Gli scioperi del 22 settembre e del 3 ottobre hanno visto una partecipazione del mondo della scuola che oscilla dal 9% al 11%, cifre che forse il Ministro non si aspettava.
Il genocidio in Palestina ha risvegliato il comparto della scuola e nonostante le intimidazioni dei Dirigenti scolastici e degli uffici scolastici regionali (vd. Circolare del 3 settembre del USR Lazio) i collegi docenti hanno lo stesso espresso mozioni di solidarietà con il popolo palestinese, raccolto firme on line e lavorato in classe sul tema della pace e del dialogo come risoluzione dei conflitti.
Il malcontento nella scuola cresce, per i processi di verticalizzazione che si stanno esasperando, per la perdita di potere di acquisto degli stipendi del personale scolastico contro gli ingenti investimenti sul piano bellico, per la privatizzazione del pubblico che il ministro sta portando avanti (vd. l’assicurazione sanitaria con enti privati, i corsi abilitanti e di formazione a costi elevatissimi, gli sconti per il consumo di beni non essenziali…), per i tagli alla scuola (vd. nella nuova finanziaria l’utilizzo del potenziamento per le supplenze nelle scuole superiori)…
Ma la cosa che sicuramente il Ministro non sta tollerando è il crescente rifiuto, da parte del mondo della scuola e delle università, delle politiche di riarmo con conseguente rifiuto di quella cultura della difesa che da anni il dicastero sta promuovendo nelle scuole, come denuncia l’Osservatorio contro la militarizzazione delle scuole e delle università.

Torniamo ai fatti.

Fatto 1. Il 31 ottobre all’Expo Training di Milano, evento dal carattere orientativo, 30.000 metri quadri di orientamento al futuro, 5 mila colloqui di lavoro per trovarlo, come reclamizza il sito, tra forze armate e forze dell’ordine (immancabili nelle fiere e nelle giornate di orientamento!) c’è anche il frequentatissimo stand Baschi azzurri della polizia penitenziaria.
Un video ripreso dall’agenzia La Press mostra come gli agenti abbiamo trasformato la giornata orientativa in un vero e proprio corso di uso alle armi: Guarda in giù, premi il grilletto, così vedrai come spara, […] l’otturatore andrà avanti, […] non siamo a Fortnite. L’agente dopo avere chiesto a uno studente se fosse destro o mancino, gli passa l’arma (una mitraglietta Beretta M12, scarica) indicandogli di puntarla verso il basso e spiegando come utilizzare il dito medio per la pressione, come tirare ecc. A studenti minorenni in una giornata di orientamento.

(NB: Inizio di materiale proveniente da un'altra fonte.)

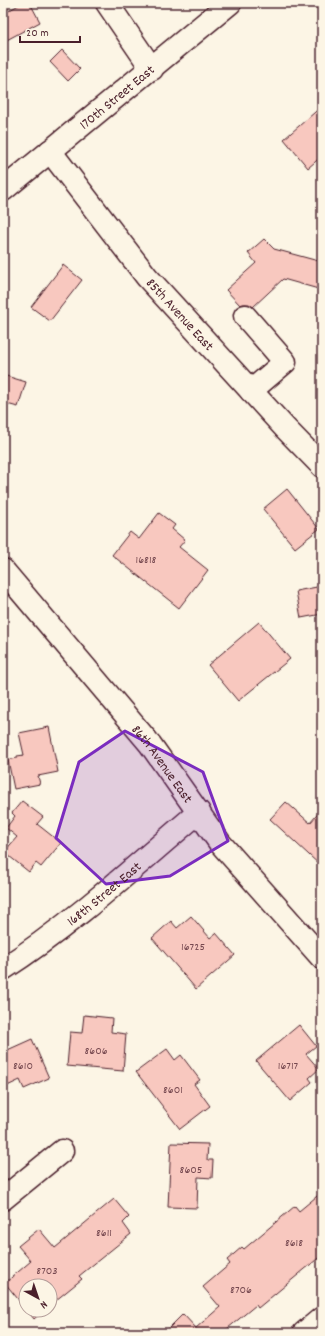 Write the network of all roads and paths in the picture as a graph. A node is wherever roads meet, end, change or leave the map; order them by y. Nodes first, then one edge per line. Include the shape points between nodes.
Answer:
1 (107, 3) edge
2 (230, 3) edge
3 (152, 69) junction
4 (50, 151) junction
5 (3, 190) edge
6 (245, 316) dead end
7 (251, 391) junction
8 (322, 466) edge
9 (3, 570) edge
10 (199, 812) junction
11 (318, 945) edge
12 (3, 969) edge
13 (62, 1150) dead end
14 (3, 1199) edge
15 (322, 1318) edge
16 (304, 1333) edge

1 - 3 street
2 - 3 street, 170th Street East
3 - 4 street, 170th Street East
4 - 5 street, 170th Street East
4 - 7 street, 85th Avenue East via 146,277
6 - 7 street via 285,362
7 - 8 street, 85th Avenue East
9 - 10 street, 86th Avenue East via 150,744
10 - 11 street, 86th Avenue East via 220,843
10 - 12 street, 168th Street East via 99,897 32,950
13 - 14 street
15 - 16 street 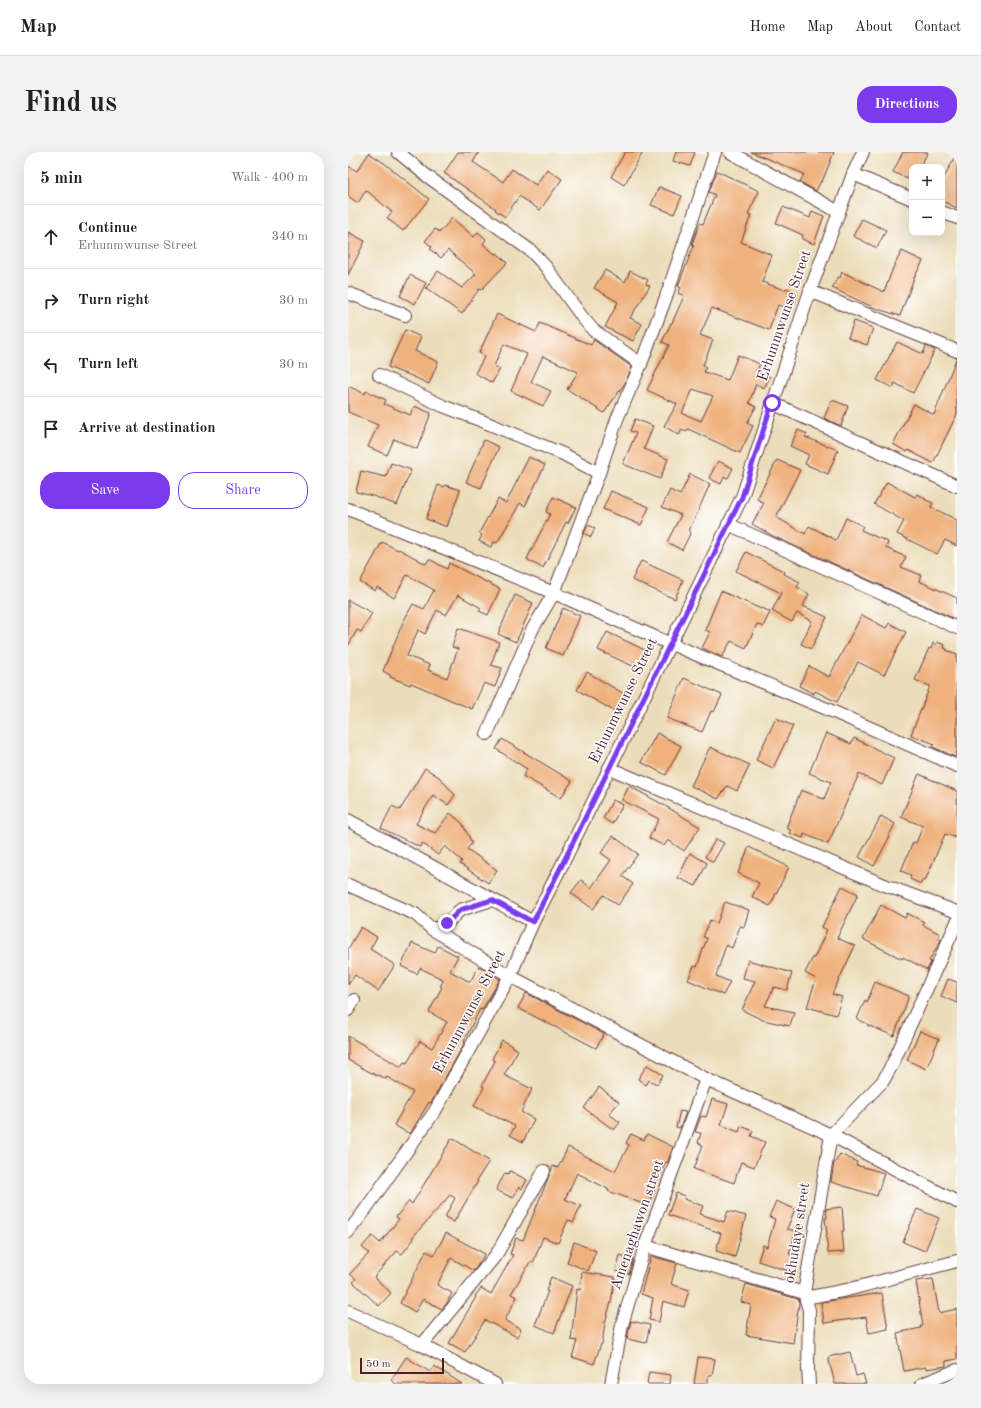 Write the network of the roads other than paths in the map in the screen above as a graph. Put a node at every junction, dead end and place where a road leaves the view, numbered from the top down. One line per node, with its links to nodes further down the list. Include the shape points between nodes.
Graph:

Fatto 2. Nella stessa giornata il MIM annulla il corso di formazione del 4 novembre “La scuola non si arruola” organizzato da CESTES-PROTEO (ente di formazione accreditato presso il MIM) insieme all’Osservatorio contro la militarizzazione delle scuole e delle università.
La legge del 1º marzo 2024, n.27 istituisce la Giornata dell’Unità nazionale e delle Forze armate, e nell’articolo 2 legittimizza l’ingresso delle forze armate nel mondo dell’istruzione.
La data del corso era stata scelta proprio per ribadire il secco rifiuto del mondo della scuola e delle università alla contaminazione (espressione di Crosetto!) con il mondo militare. Il corso ha visto l’adesione di migliaia di docenti.
La formazione avrebbe affrontato temi quali la politica di pace per un mondo multipolare, il Rearm Europe e la militarizzazione della conoscenza, la decolonizzazione dello sguardo, la didattica della storia dei genocidi, la lotta per la demilitarizzazione del sapere… un corso come tanti già organizzati dall’Osservatorio, sull’educazione alla pace e al rifiuto delle armi come soluzione dei conflitti.  
Eppure, il MIM ha ritenuto l’iniziativa non coerente con le finalità di formazione professionale del personale docente presentando contenuti e finalità estranei agli ambiti formativi riconducibili alle competenze professionali dei docenti, così come definite nel CCNL scuola e nell’Allegato 1 della Direttiva 170/2016.
Nessun intervento o presa di posizione del MIM sulla scuola di armi della polizia penitenziaria all’expo training di Milano.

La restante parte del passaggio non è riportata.